Der Chanukka-Kalender meiner Mutter oder wie deutsches Wirtschaftswunder und jüdisches Selbstbewusstsein für ein Jahr miteinander verschmolzen.
Von Miriam Tenner
Volksschule 1966 in Deutschland. „Was? Du feierst kein Weihnachten? Wie kann das denn sein?“ Etwas beschämt sage ich: „Wir sind Juden und feiern kein Weihnachten.“ „Aha“, ist die Antwort.
Am nächsten Tag. „Das kann nicht sein. Ich habe meinen Papa gefragt und der sagte mir, es gibt keine Juden in Deutschland. Die sind alle weg. Fort.“ „Aber ich bin doch nicht weg, ich bin doch da.“
Jetzt war es heraus – von dem Moment an haben es alle in der Schule gewusst. Ich bin die Jüdin und ich feiere kein Weihnachten. Unfreiwillig machte mich diese Tatsache zu einem exotischen Aushängeschild. Als Achtjährige wurde ich von Klasse zu Klasse gereicht, um Referate über das Judentum und seine Bräuche zu halten. Ungläubig wurde ich bestaunt und mit unzähligen Fragen bombardiert. Aber die Frage, die mich als Kind am meisten beschäftigte – „Wieso haben wir nicht wenigstens einen klitzekleinen glitzernden Weihnachtsbaum?“ –, konnte ich nicht schlüssig beantworten.
Also begann ich über unser Chanukkafest zu reden und triumphierend erzählte ich meinen Klassenkameraden: „Ihr feiert nur einen Heiligen Abend. Wir haben aber acht Tage Chanukka.“ Das hatten die anderen nicht! Nun, die Retourkutsche kam schnell und heftig: „Aber was ist mit Advent? Gibt es bei euch auch so einen schönen Schokokalender mit 24 Fenstern?“ Jetzt musste ich passen. Was mache ich jetzt? In dieser Konkurrenz unter Kindern hatte ich ganz offensichtlich den Kürzeren gezogen, was mich unendlich traurig machte, denn ich spürte instinktiv, dass ein Nachgeben in dieser Frage meine „Exklusivposition“ in der Schule (an die ich mich mittlerweile gewöhnt hatte) sicherlich geschwächt hätte.
Was ich nicht wusste: Meine Mutter machte sich offensichtlich zu dieser Zeit auch Gedanken, wie ein Gegengewicht zu dem Weihnachtsrummel aussehen könnte, der in den Sechzigerjahren im Wirtschaftswunderland Deutschland bereits begann und dem man sich nicht so einfach entziehen konnte.

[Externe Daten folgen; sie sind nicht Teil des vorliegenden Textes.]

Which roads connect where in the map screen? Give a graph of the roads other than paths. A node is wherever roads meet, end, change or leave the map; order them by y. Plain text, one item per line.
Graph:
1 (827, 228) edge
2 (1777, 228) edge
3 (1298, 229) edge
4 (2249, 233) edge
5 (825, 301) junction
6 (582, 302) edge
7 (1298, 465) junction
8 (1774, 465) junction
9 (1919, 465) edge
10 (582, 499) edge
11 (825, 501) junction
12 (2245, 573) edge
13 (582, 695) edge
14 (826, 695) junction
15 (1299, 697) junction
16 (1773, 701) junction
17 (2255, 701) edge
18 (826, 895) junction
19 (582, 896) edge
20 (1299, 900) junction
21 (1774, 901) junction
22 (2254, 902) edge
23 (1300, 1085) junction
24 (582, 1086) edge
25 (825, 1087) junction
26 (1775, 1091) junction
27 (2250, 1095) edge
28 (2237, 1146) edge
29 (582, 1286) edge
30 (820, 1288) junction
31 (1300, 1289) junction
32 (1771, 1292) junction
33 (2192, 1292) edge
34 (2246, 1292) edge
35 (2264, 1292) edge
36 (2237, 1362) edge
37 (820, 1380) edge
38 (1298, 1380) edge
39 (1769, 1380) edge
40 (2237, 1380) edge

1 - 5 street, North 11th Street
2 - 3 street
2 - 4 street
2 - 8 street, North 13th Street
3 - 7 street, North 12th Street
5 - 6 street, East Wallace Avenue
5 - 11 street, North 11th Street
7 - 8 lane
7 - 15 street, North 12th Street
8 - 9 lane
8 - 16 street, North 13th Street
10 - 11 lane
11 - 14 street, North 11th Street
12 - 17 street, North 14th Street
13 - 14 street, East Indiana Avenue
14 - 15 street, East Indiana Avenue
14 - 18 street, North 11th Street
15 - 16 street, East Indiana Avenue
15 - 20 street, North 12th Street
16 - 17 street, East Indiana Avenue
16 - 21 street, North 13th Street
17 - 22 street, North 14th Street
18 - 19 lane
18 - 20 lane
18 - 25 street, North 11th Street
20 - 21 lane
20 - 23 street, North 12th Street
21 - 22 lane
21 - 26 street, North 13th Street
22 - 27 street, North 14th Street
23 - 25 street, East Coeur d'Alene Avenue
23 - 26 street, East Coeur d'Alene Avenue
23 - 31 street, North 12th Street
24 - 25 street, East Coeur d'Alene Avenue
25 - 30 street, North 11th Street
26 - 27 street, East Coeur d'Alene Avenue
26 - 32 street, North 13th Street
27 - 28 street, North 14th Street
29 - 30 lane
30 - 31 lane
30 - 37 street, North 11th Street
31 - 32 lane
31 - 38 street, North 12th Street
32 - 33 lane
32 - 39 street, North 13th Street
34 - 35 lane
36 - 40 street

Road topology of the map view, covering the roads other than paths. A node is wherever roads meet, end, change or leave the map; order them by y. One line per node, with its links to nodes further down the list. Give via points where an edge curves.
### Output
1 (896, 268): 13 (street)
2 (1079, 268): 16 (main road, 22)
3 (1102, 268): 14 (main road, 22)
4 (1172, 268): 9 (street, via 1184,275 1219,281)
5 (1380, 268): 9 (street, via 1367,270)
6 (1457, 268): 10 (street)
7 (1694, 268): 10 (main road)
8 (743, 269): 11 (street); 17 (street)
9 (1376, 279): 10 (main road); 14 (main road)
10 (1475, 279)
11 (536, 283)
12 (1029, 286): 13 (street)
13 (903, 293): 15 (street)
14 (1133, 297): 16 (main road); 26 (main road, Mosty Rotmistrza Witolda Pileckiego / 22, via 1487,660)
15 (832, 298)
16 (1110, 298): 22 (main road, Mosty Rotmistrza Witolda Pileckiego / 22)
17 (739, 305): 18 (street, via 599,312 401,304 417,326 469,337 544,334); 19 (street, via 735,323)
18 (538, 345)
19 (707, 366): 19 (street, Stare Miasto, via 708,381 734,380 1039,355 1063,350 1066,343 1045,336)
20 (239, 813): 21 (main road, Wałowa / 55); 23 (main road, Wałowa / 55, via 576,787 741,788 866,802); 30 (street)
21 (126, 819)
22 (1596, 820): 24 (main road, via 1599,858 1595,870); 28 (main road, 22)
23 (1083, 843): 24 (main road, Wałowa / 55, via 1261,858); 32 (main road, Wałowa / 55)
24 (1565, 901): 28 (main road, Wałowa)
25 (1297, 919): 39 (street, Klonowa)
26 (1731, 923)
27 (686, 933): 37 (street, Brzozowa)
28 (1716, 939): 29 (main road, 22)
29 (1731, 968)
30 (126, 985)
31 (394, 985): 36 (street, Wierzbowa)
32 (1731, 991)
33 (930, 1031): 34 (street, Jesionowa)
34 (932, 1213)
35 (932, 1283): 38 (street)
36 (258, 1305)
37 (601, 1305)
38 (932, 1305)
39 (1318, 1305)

Die Idee, einfach auch Weihnachten zu feiern, kam uns nicht in den Sinn, da die religiöse Bedeutung dieses Festes nichts mit uns zu tun hatte – auch wenn das Drumherum so verlockend schien.
Genau 24 Tage vor Chanukka überraschte sie mich mit einem Chanukka-Kalender. Es waren 24 fein säuberlich eingepackte und mit Nummern versehene Geschenke, die an einer langen Schnur aufgefädelt waren. So konnte ich mir jeden Tag ein Päckchen herunterschneiden. An diesen Kalender erinnere ich mich noch sehr genau. Es gab ihn nur einmal und er kam für mich zur richtigen Zeit.
Für meine Kinder wollte ich ihn auch basteln, aber mit steigendem jüdischem Selbstbewusstsein und öffentlich wirksamem Anzünden der Chanukkiot sind meine Kinder dann ohne diesen Kalender aufgewachsen. Aber die Frage, wie gehen wir mit dem „Schwergewicht Weihnachten“ um, ist geblieben. Auch an der Frage: „Was? Du feierst kein Weihnachten?“ hat sich nichts geändert.